12:10 PM EDT, 10/22/2024 (MT Newswires) -- The Toronto Stock Exchange is down near 100 points at midday, after closing lower on Monday. Most sectors are lower, with utilities and telecoms, both down 0.7%, the biggest decliners.
Oil prices rose for a second day on Tuesday, a day after China took further steps to stimulate its flagging economy while the Biden Administration makes another push for a ceasefire in the Middle East.
Gold rose to a fresh record high for the fourth-straight session as the dollar and yields slipped following strong day-prior gains after Federal Reserve officials cautioned the pace of interest-rate cuts may be slower than expected.
But natural gas edged down as long-term forecasts see mild weather for most states continuing into November, keeping demand light into the start of the heating season.
BMO Economics in its morning note, said yields have backed up in recent weeks on a combination of factors including some stronger than expected economic data, less aggressive expected near-term Federal Reserve easing, and possibly some thought about the fiscal situation heading into November. For the Fed, BMO said, the market is close to pricing in effectively one skipped rate cut by the spring, with 78 bps of easing priced in over four meetings through March. Contrast that to Canada, where the consensus (and market pricing) is fully expecting a 50 bp rate cut tomorrow, and at least a steady stream of further 25 bp moves through March, it added.

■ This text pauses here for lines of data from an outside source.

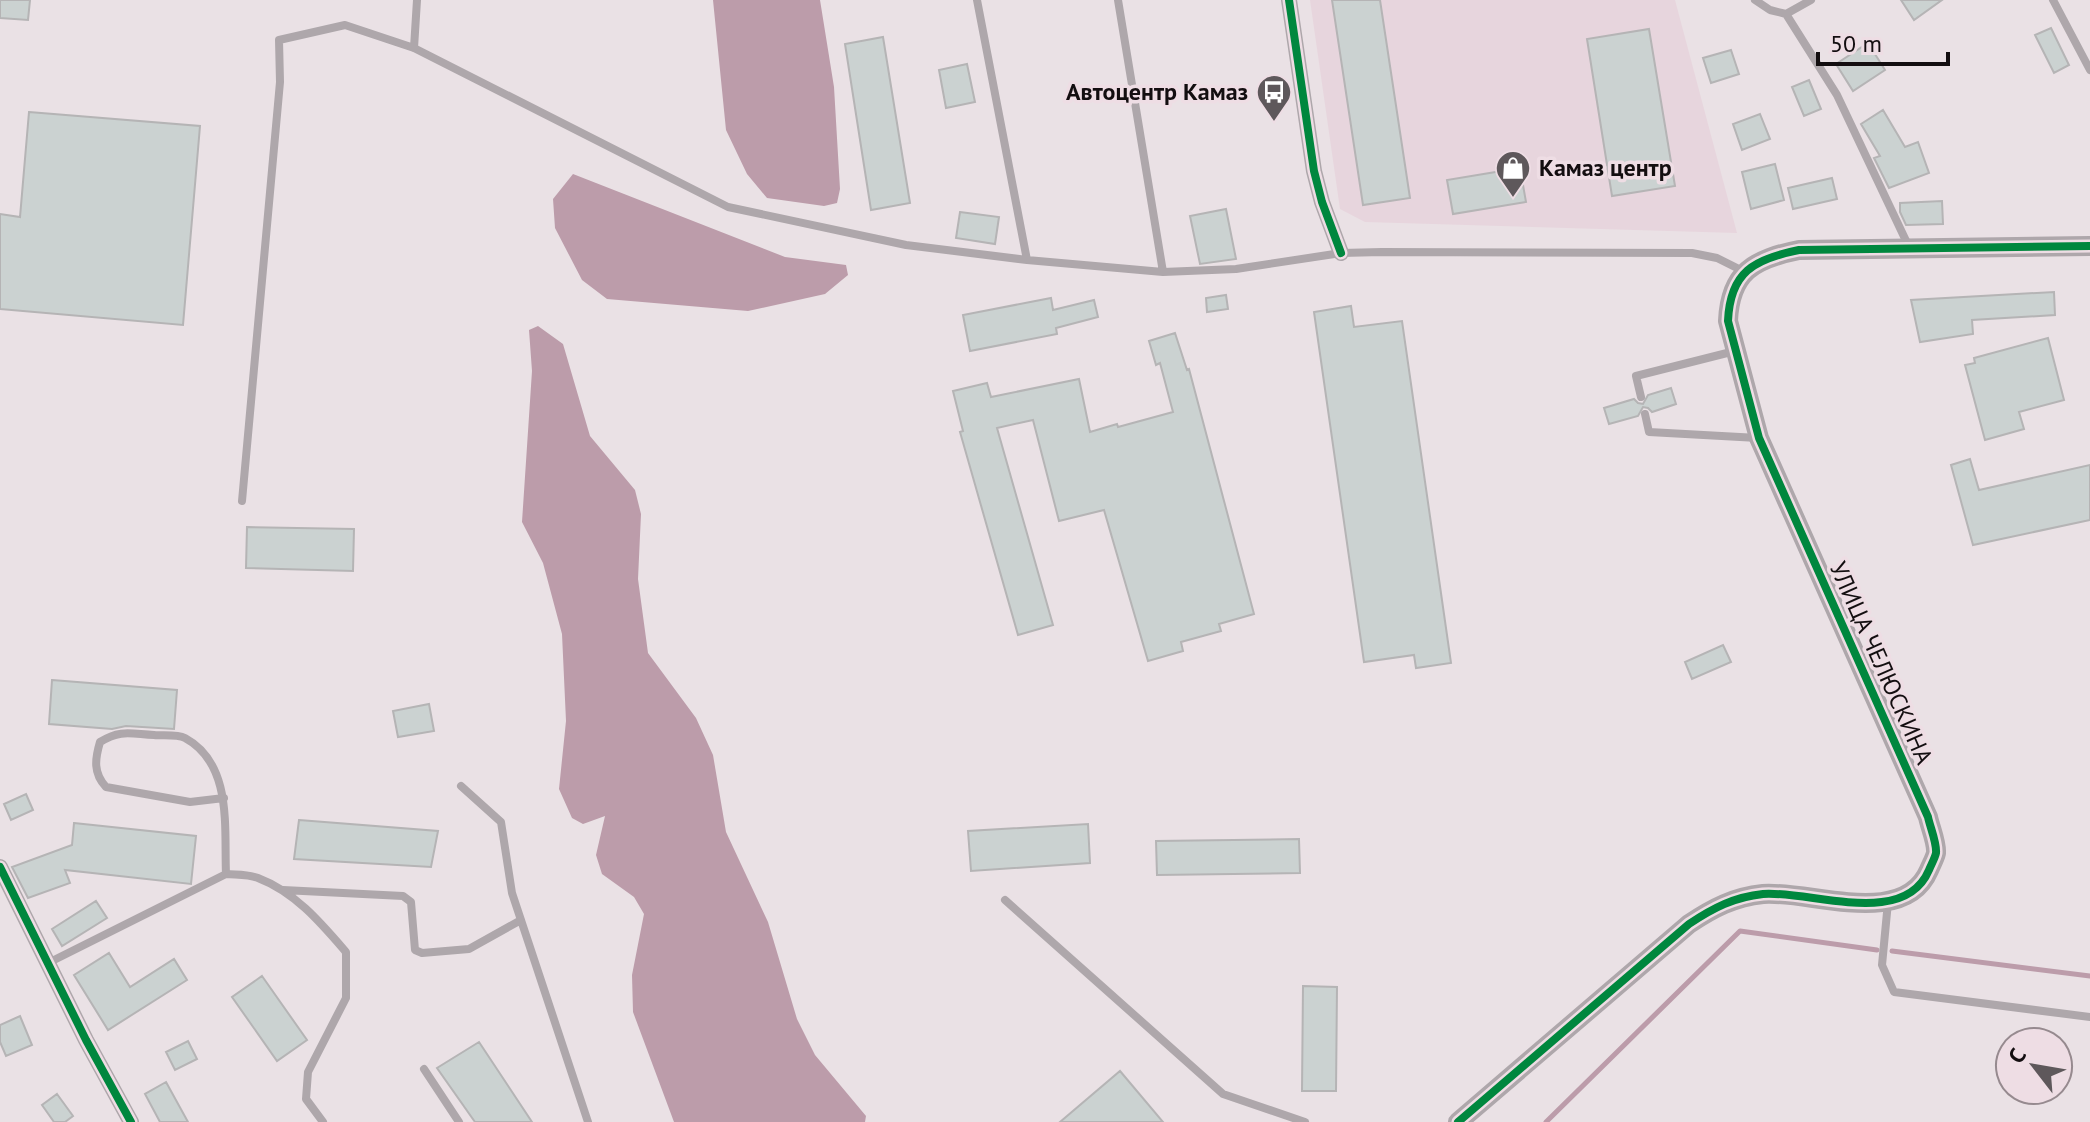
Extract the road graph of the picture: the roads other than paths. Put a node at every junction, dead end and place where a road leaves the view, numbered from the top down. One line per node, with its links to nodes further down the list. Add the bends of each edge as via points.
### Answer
1 (417, 0): 9 (lane)
2 (977, 0): 14 (lane)
3 (1118, 0): 15 (lane)
4 (1289, 0): 13 (street, via 1314,171)
5 (1755, 0): 8 (lane)
6 (1811, 0): 8 (lane)
7 (2053, 0): 10 (lane)
8 (1786, 14): 12 (lane, via 1837,95)
9 (414, 48): 14 (lane, via 728,207 906,245); 21 (lane, via 345,25 279,40 280,82)
10 (2090, 70)
11 (2090, 246): 12 (street)
12 (1910, 250): 16 (street, via 1799,250 1770,256)
13 (1341, 253): 15 (lane, via 1236,269); 16 (lane, via 1692,253)
14 (1027, 260): 15 (lane)
15 (1163, 272)
16 (1745, 272): 17 (street, УЛИЦА ЧЕЛЮСКИНА, via 1729,305)
17 (1735, 351): 18 (lane, via 1636,376); 20 (street, УЛИЦА ЧЕЛЮСКИНА)
18 (1641, 397)
19 (1645, 414): 20 (lane, via 1649,432)
20 (1759, 438): 28 (street, УЛИЦА ЧЕЛЮСКИНА, via 1928,817 1936,852 1923,884)
21 (242, 501)
22 (461, 786): 29 (lane, via 501,822)
23 (224, 798): 23 (lane, via 204,754 183,737 115,733 100,742 95,761 98,779 106,787 190,802); 25 (lane)
24 (0, 867): 30 (street)
25 (226, 874): 26 (lane, via 255,876); 30 (lane)
26 (283, 890): 29 (lane, via 403,896 411,902 415,950 422,953 469,949); 34 (lane, via 346,952 346,998 308,1072 306,1099)
27 (1005, 900): 37 (lane, via 1223,1094)
28 (1888, 901): 31 (lane, via 1882,965 1894,992); 38 (street, УЛИЦА ЧЕЛЮСКИНА, via 1767,894 1738,897 1712,909)
29 (521, 920): 36 (lane)
30 (48, 963): 33 (street)
31 (2090, 1017)
32 (424, 1069): 35 (lane)
33 (131, 1122)
34 (323, 1122)
35 (459, 1122)
36 (588, 1122)
37 (1305, 1122)
38 (1458, 1122)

Elsewhere, Rosenberg Research, in its 'Early Morning With Dave' note said with inflation down to +1.6%, and just +1.0% ex-mortgage interest, the Bank of Canada has little reason not to cut 50 basis points at tomorrow's policy meeting. Layer on the fact that so far in Q3, real GDP growth is tracking between a +1.0% and +1.5% annualized pace, far below the +2.8% projection published in July's Monetary Policy Report, it added.